Corey Mitchell, from the Northwest School of the Arts in Charlotte, has won the inaugural Excellence in Theatre Education Award presented by the Tony Awards and Carnegie Mellon University.
"No one takes a star bow at my school," Mitchell said by phone this week. "I don't believe in stars. I believe that the work itself is paramount, and that's what should take center stage and not your own ego."
Mitchell encourages students to participate in productions any way they want, as performers, of course, but also far from the stage as lighting technicians, costume designers or sound engineers.
"There are a lot of kids whose lives we've been able to touch and that I've been able to advocate for and to value when other people don't," he said. "When a kid recognizes that they can see there is value in themselves, they start to apply it to other aspects of their lives. To me, there is nothing better than that."
The award includes a $10,000 cash prize, a flight for two to New York City, hotel accommodations and a pair of tickets to the Tony Awards ceremony and gala. Upon learning the news, he called his own high school theater teacher, who inspired him, and "we sat on the phone and cried together."
Over 14 years at the 984-student school, Mitchell has mentored thousands of children and directed more than 76 shows, including a recent production of "Rent" and a past production of "Hair" that "literally made the walls shake in our black box theater."
He is particularly proud of an all-black version of "The Color Purple" which was asked to perform on the main stage at the International Thespian Festival in Nebraska in 2013.
It was the first time a North Carolina school had graced the main stage since 1980, and Mitchell went all-out, taking 107 people — including actors, crew and orchestra — and renting the original set and props from the Broadway show that were sitting in a West Virginia warehouse.
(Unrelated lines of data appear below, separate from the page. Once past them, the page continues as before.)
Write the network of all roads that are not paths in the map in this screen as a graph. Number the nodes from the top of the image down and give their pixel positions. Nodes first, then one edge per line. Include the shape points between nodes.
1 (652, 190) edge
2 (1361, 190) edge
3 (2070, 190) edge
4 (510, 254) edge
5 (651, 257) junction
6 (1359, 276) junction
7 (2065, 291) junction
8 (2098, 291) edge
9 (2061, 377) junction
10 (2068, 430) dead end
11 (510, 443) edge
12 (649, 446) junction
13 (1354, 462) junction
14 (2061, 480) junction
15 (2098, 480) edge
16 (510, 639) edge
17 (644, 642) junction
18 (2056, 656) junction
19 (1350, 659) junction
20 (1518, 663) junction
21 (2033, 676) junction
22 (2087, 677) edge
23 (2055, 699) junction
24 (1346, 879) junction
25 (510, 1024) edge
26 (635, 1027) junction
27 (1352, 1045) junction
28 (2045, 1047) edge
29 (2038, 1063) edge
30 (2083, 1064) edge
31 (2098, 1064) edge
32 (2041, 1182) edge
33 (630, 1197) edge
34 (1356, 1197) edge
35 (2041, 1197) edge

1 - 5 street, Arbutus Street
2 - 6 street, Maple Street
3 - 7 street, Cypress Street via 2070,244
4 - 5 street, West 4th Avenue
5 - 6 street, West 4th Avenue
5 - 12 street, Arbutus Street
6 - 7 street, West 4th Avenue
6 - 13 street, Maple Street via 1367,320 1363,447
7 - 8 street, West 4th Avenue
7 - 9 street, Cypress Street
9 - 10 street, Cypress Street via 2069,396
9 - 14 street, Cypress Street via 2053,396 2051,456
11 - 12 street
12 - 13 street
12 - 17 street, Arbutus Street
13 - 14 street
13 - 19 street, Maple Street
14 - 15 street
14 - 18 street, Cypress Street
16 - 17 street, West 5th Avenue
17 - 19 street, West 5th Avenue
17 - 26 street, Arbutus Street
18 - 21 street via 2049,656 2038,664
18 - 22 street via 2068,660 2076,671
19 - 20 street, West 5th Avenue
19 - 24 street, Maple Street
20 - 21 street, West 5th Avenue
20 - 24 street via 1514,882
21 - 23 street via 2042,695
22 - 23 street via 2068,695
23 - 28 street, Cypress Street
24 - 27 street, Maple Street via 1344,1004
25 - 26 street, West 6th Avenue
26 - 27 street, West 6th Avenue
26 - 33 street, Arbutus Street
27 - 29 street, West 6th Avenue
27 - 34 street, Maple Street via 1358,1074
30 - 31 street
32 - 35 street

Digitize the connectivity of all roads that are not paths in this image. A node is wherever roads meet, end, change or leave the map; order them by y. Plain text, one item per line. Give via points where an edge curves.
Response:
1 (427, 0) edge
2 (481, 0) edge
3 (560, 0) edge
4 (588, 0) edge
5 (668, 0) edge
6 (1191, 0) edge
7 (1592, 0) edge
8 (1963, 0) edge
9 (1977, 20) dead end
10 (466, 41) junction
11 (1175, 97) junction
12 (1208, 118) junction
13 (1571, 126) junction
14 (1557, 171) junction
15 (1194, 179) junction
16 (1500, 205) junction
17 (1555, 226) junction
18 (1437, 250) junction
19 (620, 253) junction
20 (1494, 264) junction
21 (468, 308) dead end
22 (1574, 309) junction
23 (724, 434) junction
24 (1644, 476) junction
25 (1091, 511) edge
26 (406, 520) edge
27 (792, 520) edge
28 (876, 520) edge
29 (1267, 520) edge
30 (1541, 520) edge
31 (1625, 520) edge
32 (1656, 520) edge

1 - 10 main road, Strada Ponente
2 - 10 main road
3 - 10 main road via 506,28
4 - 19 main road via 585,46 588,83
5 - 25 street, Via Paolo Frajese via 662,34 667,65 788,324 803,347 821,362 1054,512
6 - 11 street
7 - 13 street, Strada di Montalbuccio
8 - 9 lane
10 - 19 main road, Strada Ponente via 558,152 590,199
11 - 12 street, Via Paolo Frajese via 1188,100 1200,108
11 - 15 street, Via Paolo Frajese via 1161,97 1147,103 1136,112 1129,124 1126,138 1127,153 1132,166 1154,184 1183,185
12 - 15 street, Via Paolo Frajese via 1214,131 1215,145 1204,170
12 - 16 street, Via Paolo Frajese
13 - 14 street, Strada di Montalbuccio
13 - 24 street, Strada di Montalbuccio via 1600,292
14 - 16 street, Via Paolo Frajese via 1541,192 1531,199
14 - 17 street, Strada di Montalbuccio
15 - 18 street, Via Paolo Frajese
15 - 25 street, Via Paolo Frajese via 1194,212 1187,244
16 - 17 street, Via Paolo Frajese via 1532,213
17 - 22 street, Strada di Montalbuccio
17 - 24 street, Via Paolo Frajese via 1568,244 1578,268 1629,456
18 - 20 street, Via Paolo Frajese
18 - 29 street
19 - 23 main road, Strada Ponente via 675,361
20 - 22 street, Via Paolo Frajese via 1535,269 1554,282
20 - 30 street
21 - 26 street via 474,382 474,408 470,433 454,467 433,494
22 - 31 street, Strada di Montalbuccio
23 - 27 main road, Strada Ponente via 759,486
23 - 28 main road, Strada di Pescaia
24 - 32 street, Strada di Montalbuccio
He raised $171,000 to get it done.
One of the school's alumna is Eva Noblezada, who made her professional debut last year as Kim in London's West End in the 25th anniversary revival of "Miss Saigon." Another is James Kennedy, an up-and-coming composer who wrote "And Then He Painted the Sky."
Mitchell, who this year is celebrating his 20th year as a teacher, said he was deeply honored by the Tony Award but tried to deflect attention to his colleagues.
"It's not me. I am part of a whole department," he said. "It's just, I guess, sometimes I have the biggest mouth and I'm willing to stick my neck out the furthest."
He was picked by a panel of judges from the American Theatre Wing, The Broadway League, Carnegie Mellon University and other leaders from the theater industry.
Nominees must be current teachers at an accredited K-to-12 institution or recognized community theater organization anywhere in the United States.
Mitchell's school sits in the inner-city, but he doesn't see it that way. "To me, there's madness all around outside of the walls sometimes, but what we create inside of our theater and inside the auditorium is something magical," he said. "We just create our own space inside and I think it's wonderful."